Quel que soit l’endroit, il ne faudra surtout pas s’abstenir de commander l’entremets indispensable qui, selon la préparation et le tour de main, permettra de féliciter le chef qui s’éternise en cuisine.

Cet entremets, parfois plat unique si accompagné d’une belle ration de riz gluant, est une douce et acide salade de papaye verte fortement dosée en piment dont l’ensemble des ingrédients se révélera sans commune mesure : du citron vert, des quartiers de santol, de petits concombres thaïs, du sucre de canne, de la sauce de poisson, des cacahuètes… Tout le secret d’un som tam réussi est de s’autoriser ou non à y mettre sans excès des crevettes séchées ou de petites tomates, bien que le succès réside dans le subtil dosage de ces composants ajoutés au fur et à mesure dans un mortier centenaire.
D’ailleurs, du début à la fin de la préparation, un poc ! poc ! régulier de l’action du pilon dans le pot signifiera la bonne confection de la mixture, avec parfois des silences trahissant la pause gustative du préparateur ; cette sonorité résonnera comme un cri de ralliement pour les convives auxquels vient déjà l’eau à la bouche.

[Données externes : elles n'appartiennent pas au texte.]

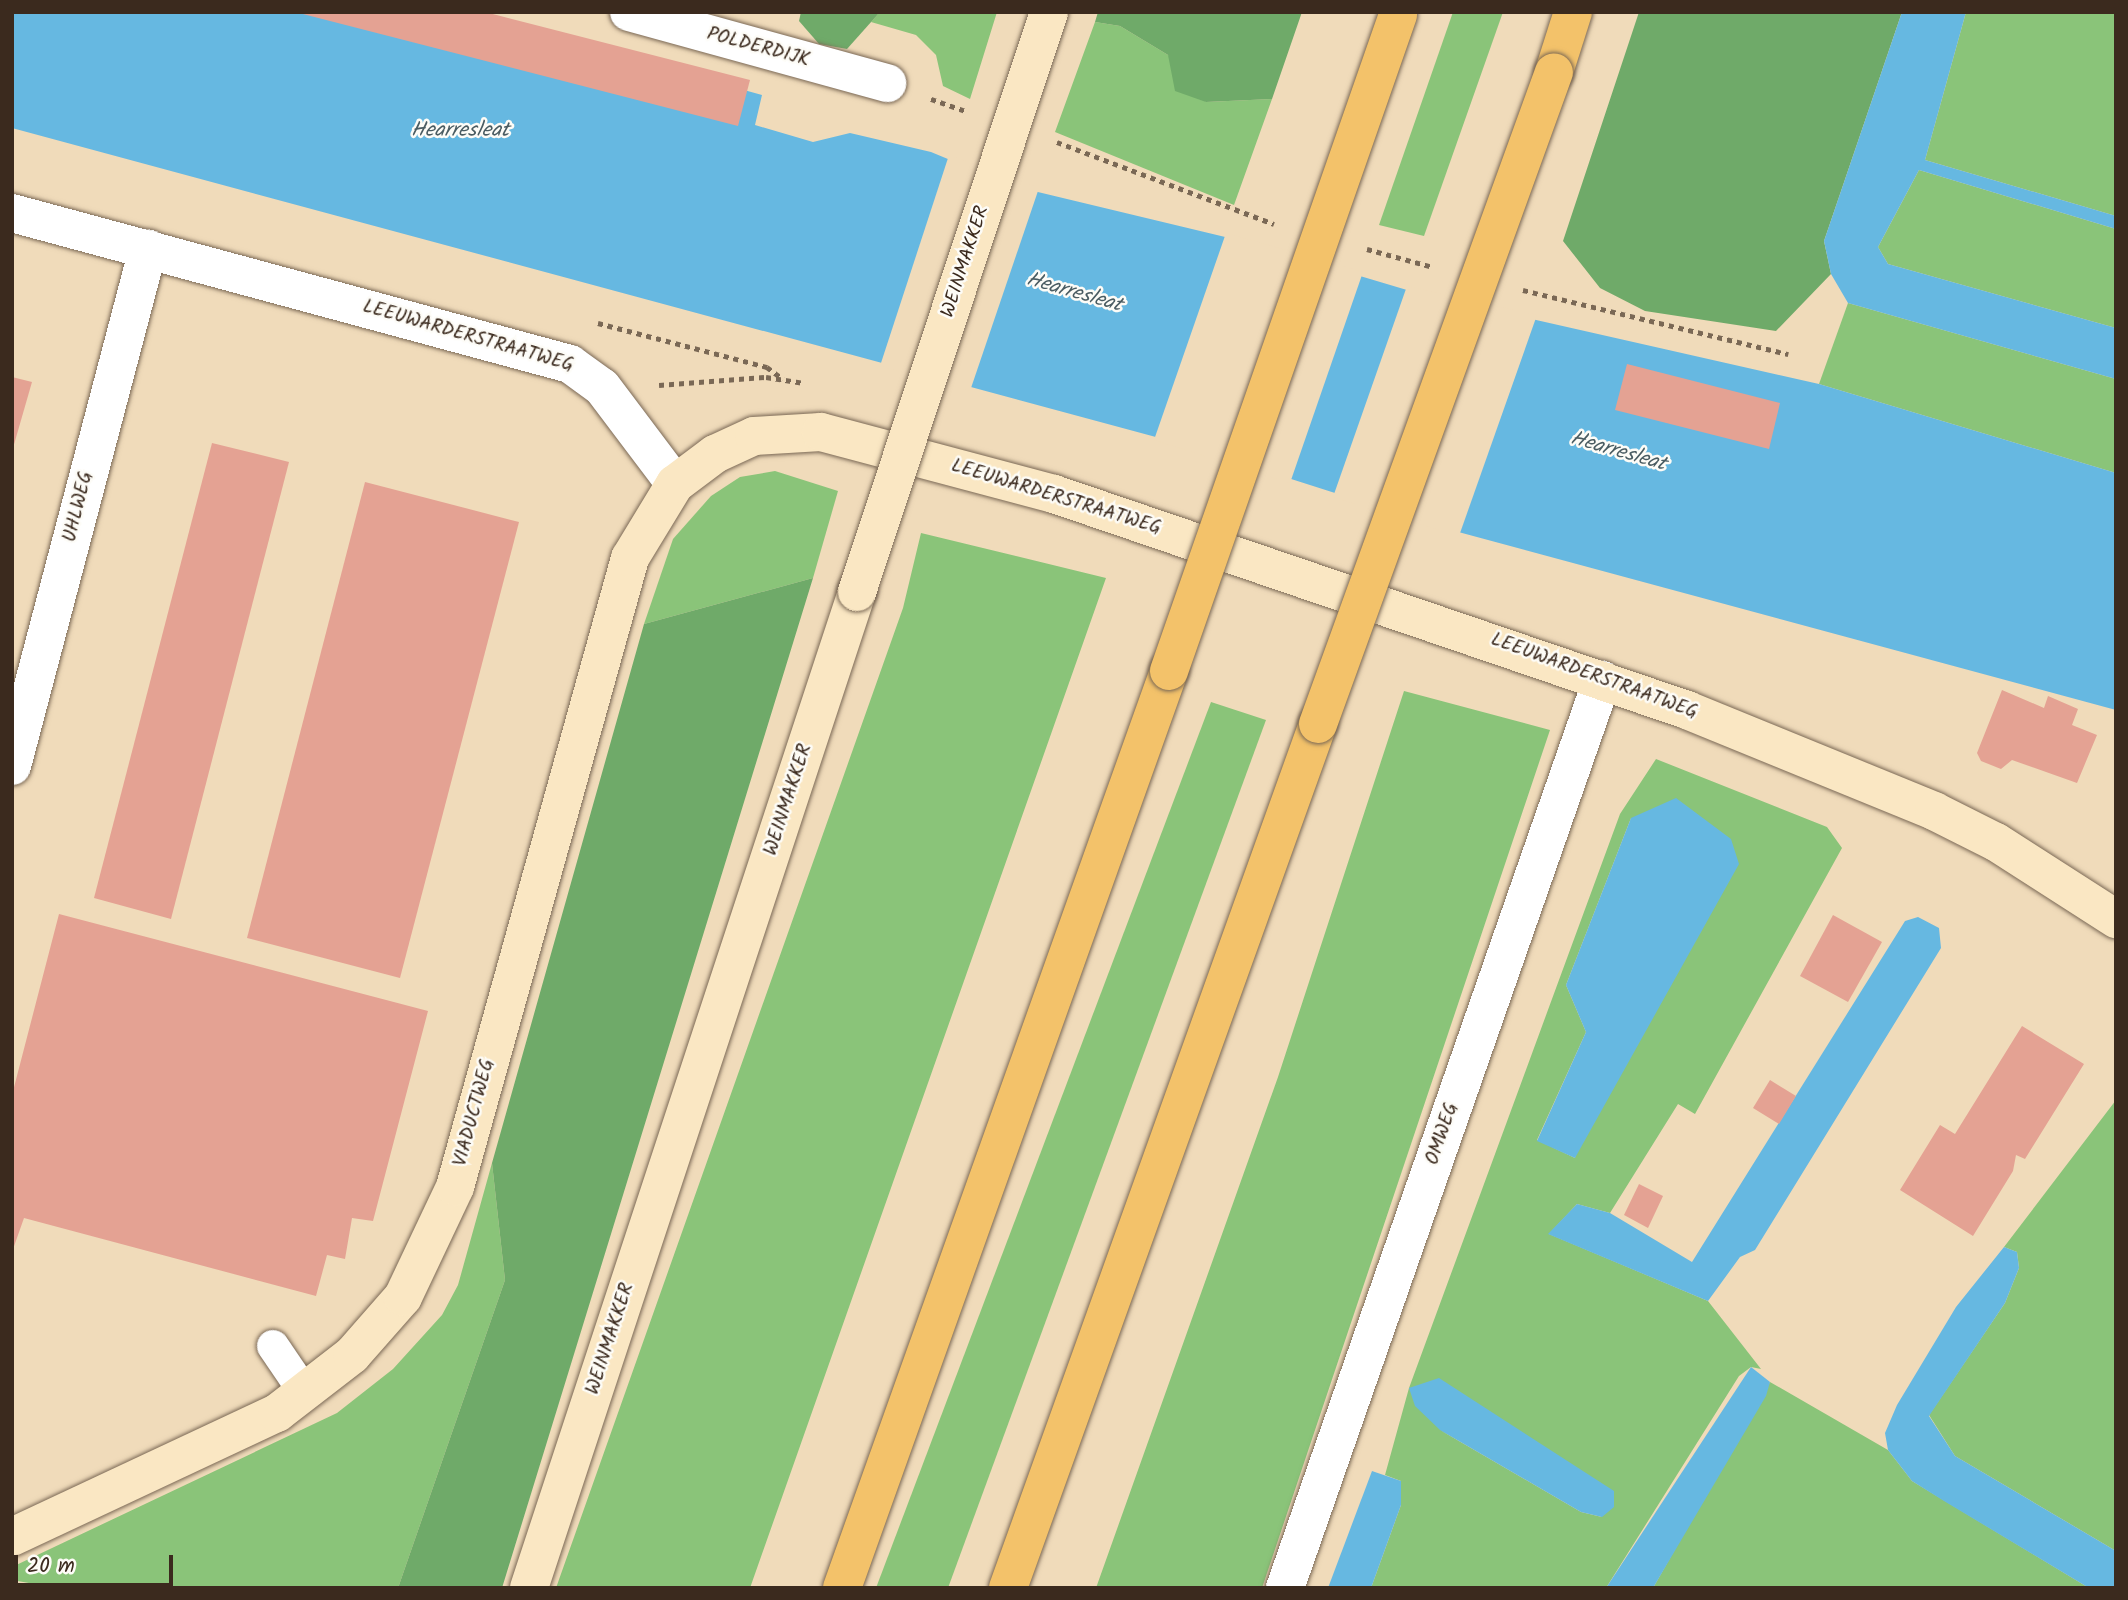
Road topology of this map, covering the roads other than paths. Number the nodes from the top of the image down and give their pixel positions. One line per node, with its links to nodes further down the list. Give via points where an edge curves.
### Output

Ils se seront probablement rassurés en demandant si ce som tam est bien assaisonné selon les rites de la région Isan, c’est-à-dire trop largement épicé et au goût rehaussé de pla-ra.
À peine servis et avant même d’y avoir goûté, on reprendra une fois de plus l’interminable débat sur l’authenticité de la recette. Imperceptiblement, la conversation basculera sur cette convivialité à partager une belle salade toute saison, à se régaler avec les doigts, à s’enivrer de goûts et de saveurs, à en oublier la chamaille et se laisser aller fraternellement à des discussions futiles. On se passera volontiers les petits bocaux de piments en poudre, de sauce de poisson, de vinaigre ou de sucre ; la bière locale sera fraîchement servie ou du jus de coco pour les enfants, et l’on se dira qu’un som tam nullement épicé n’est pas un som tam, qu’il fait vraiment doux pour la saison et que l’on est heureux d’être hôte dans ce pays de grands gastronomes.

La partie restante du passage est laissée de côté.